Apparently, the Company uses “hydraulics technology” to manufacture “mission-critical” pumps, valves, castings and cylinders. These are sold individually and collectively through power pack solutions, addressing the processing requirement in machine tools, steel mills, power projects, plastics and mobile application industries.
Foundry business, the millstone around Yuken’s neck
Several years ago, Yuken India committed the buffoonery of investing in a “foundry” to manufacture castings.
For various reasons, the foundry turned out to be a bottomless pit and guzzled down all the profits that the Company was making from the pumps business.
Fortunately, better sense has prevailed upon the Company that there is no point in throwing good money after bad and that it is better to junk the foundry business and salvage what is left of it.
The Company has entered into a slump-sale agreement with Grotex Enterprises to sell the foundries business with effect from 1st October 2016.
Sale of prime land in Whitefield, Bengaluru
The foundry was located in 6 acres of prime land in Whitefield, an elite area of Bengaluru, which is home to several IT firms, commercial and residential buildings.
The Company has entered into a joint development agreement with Brigade Enterprises, a reputed developer, to develop the land and share the revenue from its proceeds.
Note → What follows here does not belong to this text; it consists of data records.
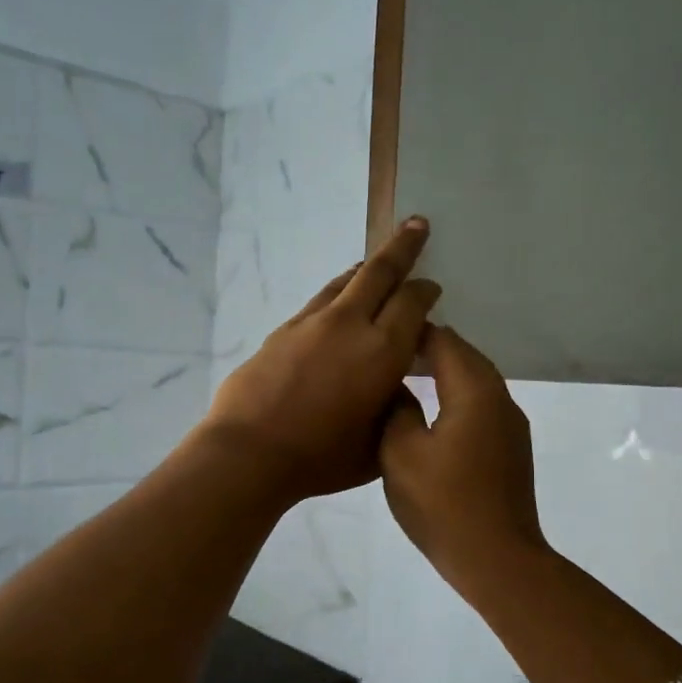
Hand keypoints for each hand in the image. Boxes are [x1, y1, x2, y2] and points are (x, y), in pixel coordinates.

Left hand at [200, 218, 441, 506]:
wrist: (249, 452)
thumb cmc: (321, 458)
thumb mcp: (378, 444)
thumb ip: (395, 408)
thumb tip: (394, 385)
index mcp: (382, 351)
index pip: (412, 303)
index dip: (425, 290)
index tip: (432, 286)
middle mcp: (350, 325)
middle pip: (380, 272)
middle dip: (403, 245)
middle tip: (417, 224)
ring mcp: (311, 323)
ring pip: (345, 281)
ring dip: (365, 268)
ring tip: (374, 262)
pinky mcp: (283, 330)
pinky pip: (319, 301)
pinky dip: (336, 293)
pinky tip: (336, 304)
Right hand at [380, 324, 548, 597]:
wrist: (497, 559)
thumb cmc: (443, 504)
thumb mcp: (400, 453)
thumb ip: (396, 409)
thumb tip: (398, 388)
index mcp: (475, 392)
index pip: (445, 342)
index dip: (414, 333)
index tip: (381, 335)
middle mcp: (500, 399)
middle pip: (465, 357)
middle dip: (430, 348)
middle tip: (391, 352)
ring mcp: (511, 425)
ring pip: (476, 381)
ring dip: (445, 373)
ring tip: (408, 376)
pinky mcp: (511, 448)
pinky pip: (482, 406)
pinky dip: (457, 396)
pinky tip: (433, 412)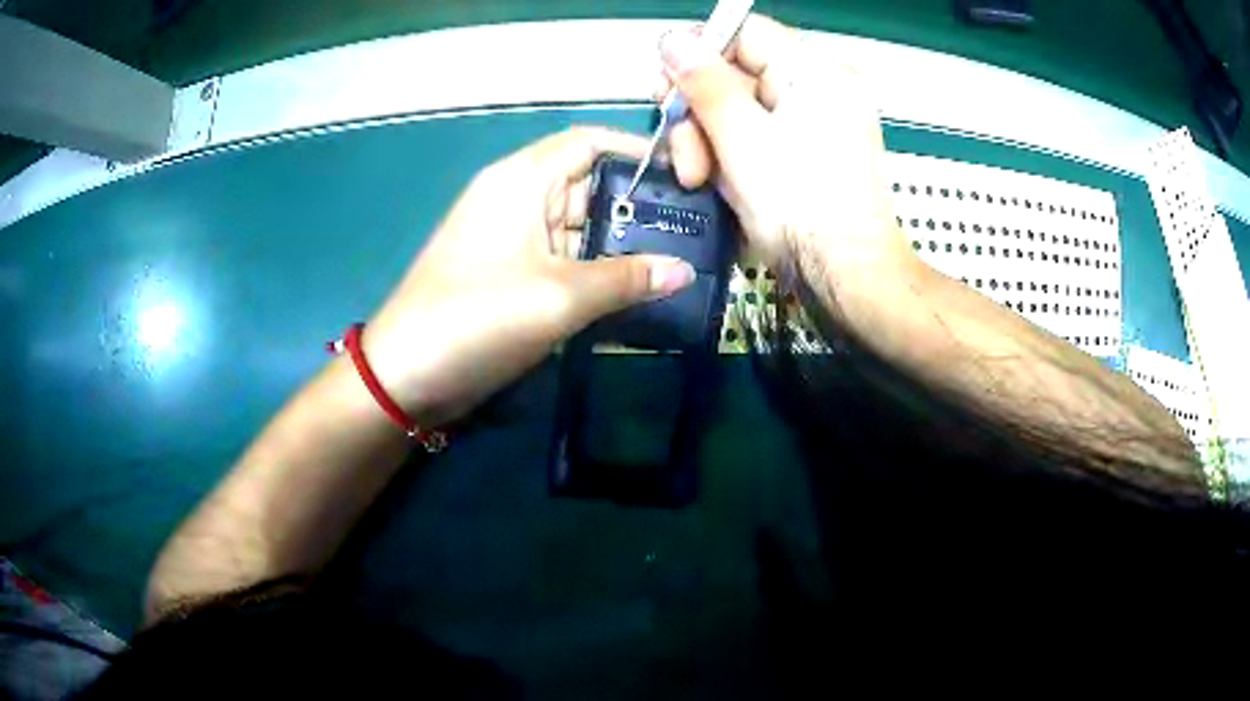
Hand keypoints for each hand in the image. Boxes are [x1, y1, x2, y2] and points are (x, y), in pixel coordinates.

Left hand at [362, 127, 696, 425]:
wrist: (405, 375)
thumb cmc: (479, 317)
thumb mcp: (560, 296)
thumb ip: (627, 279)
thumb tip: (685, 271)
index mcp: (522, 179)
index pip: (590, 142)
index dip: (638, 151)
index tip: (687, 175)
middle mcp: (517, 197)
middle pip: (588, 184)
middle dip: (638, 206)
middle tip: (695, 231)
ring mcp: (511, 237)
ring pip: (577, 226)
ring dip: (620, 244)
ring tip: (678, 262)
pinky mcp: (509, 271)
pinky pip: (562, 258)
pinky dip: (595, 270)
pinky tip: (636, 289)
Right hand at [658, 15, 913, 277]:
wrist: (847, 278)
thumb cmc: (802, 210)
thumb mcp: (742, 140)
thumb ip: (704, 83)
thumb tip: (673, 39)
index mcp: (815, 72)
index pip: (743, 32)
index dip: (698, 53)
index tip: (668, 88)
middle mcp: (819, 88)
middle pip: (737, 71)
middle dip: (698, 109)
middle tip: (680, 148)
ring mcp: (815, 120)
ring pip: (739, 106)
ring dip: (707, 138)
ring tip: (696, 178)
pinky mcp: (807, 150)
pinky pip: (756, 133)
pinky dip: (730, 154)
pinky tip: (718, 182)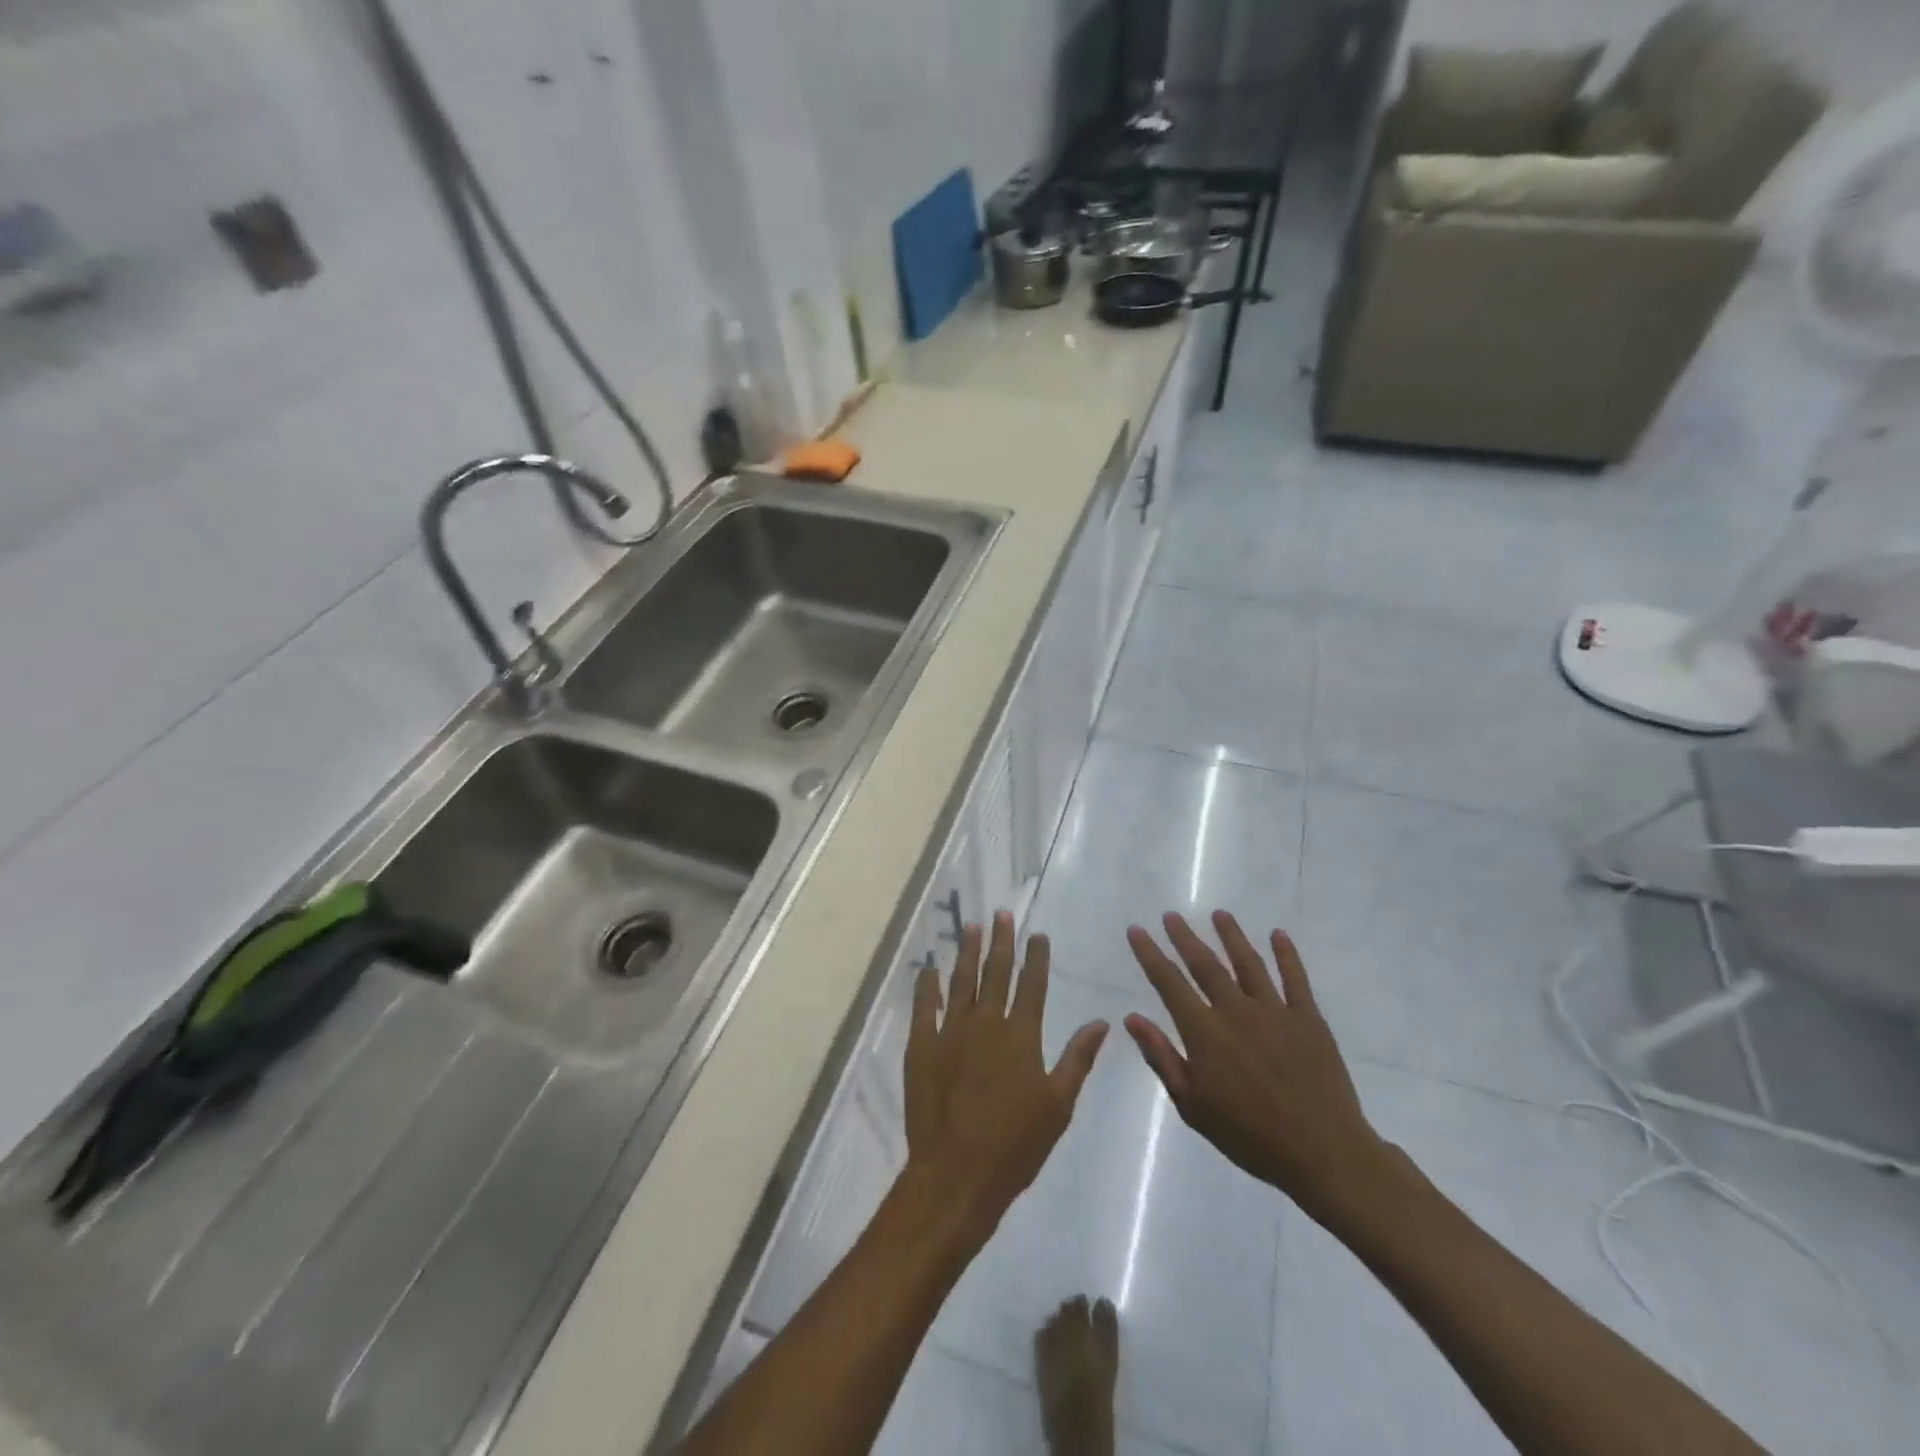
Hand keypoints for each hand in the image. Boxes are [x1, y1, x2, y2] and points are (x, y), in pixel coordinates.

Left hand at [903, 912, 1108, 1245]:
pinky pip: (924, 1005)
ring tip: (972, 927)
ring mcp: (950, 1031)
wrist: (956, 1174)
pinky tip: (930, 967)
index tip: (1037, 934)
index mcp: (1021, 1036)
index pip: (1032, 985)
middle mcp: (986, 1023)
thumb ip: (1077, 1058)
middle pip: (995, 973)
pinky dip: (927, 984)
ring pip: (961, 981)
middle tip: (1002, 914)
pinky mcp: (921, 1045)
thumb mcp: (1058, 1105)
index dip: (1036, 958)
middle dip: (1001, 942)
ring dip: (967, 952)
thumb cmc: (1015, 1146)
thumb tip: (1102, 1022)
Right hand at [1124, 911, 1392, 1222]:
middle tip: (1171, 914)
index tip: (1137, 930)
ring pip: (1248, 963)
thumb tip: (1133, 1017)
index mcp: (1205, 1033)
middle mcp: (1236, 1011)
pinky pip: (1295, 978)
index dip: (1151, 954)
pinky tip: (1278, 934)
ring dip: (1232, 935)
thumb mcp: (1193, 1106)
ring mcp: (1275, 1011)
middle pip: (1206, 964)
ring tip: (1220, 914)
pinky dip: (1286, 954)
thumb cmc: (1250, 1136)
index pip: (1169, 983)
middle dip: (1186, 937)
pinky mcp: (1308, 1019)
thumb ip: (1162, 1058)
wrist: (1322, 1153)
The project will take 3 to 4 years to be completed after sanction of the plans by the municipal authorities.
Mudar has explained that there are three aspects which make Yuken India an exciting turnaround story:
(i) First, the sale of the foundry will save losses of nearly 6 crore a year;
(ii) Second, the sale of the land will generate about Rs. 160 crore across three years;
(iii) Third, the core business of manufacturing pumps will do well. As the economy grows, Yuken will at least quadruple annual revenue to ~800 crore on an equity of ~3 crore, with tonnes of cash on its books.
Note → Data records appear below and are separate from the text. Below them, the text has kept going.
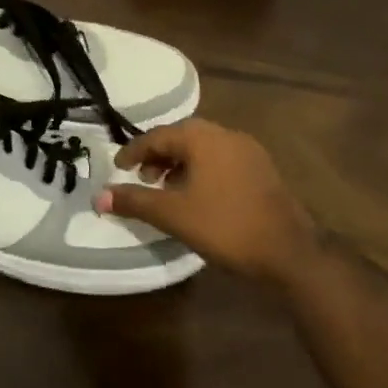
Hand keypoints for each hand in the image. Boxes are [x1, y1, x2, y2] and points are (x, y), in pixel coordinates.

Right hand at [94, 118, 317, 284]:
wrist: (289, 252)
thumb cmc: (224, 226)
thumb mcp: (171, 215)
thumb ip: (133, 201)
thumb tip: (97, 197)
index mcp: (203, 139)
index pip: (157, 136)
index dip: (133, 152)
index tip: (117, 169)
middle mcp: (226, 135)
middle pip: (181, 137)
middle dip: (157, 156)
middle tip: (141, 178)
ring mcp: (248, 151)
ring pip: (202, 148)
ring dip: (178, 163)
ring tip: (165, 188)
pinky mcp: (262, 169)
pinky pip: (221, 159)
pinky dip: (200, 170)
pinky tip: (196, 195)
Mudar also points out that Yuken India has also been cash-positive even in the most challenging market cycles of the past few years.
So, the huge inflow of Rs. 160 crore that it will get from the sale of the land may be used by it for a buyback or a special dividend.
In either event, the stock is likely to take off like a rocket, he opines.
What about the dreaded ‘BSE Group ST’
At this stage, we have to note that Yuken India has been condemned by the mandarins of BSE to the dreaded ‘Group ST’.
A stock which is punished with the “Group ST” rating is subject to several disabilities such as
(a) Imposition of weekly, monthly price bands in addition to existing daily, quarterly, yearly price bands;
(b) Imposition of very high transaction charges;
(c) Placing / continuing securities in trade to trade category;
(d) Requirement of depositing additional amount as Surveillance Deposit, which shall be retained for an extended period.
Prima facie, it appears that the mandarins of BSE have done this because Yuken India’s stock price has surged from a low of Rs. 300 to the CMP of Rs. 1877, putting massive YoY gains of 481% on the table.
The steep surge appears to have triggered alarm bells that there is some sort of manipulation going on in the stock.
Of course, the mandarins have not appreciated that there are bona fide commercial reasons for the surge as have been outlined by Mudar Patherya.
Group ST ranking is a blessing in disguise?
Prima facie, the condemnation of Yuken India to the Group ST category may be a blessing in disguise because it discourages deep pocketed investors from barging in and mopping up all the shares.
On the other hand, novice investors buying small bits and pieces will be able to smuggle into the stock unnoticed because their actions will not trigger any alerts in the BSE HQ.
After the cooling period is over, Yuken India will be released from the shackles of Group ST and will hopefully resume its upward trajectory!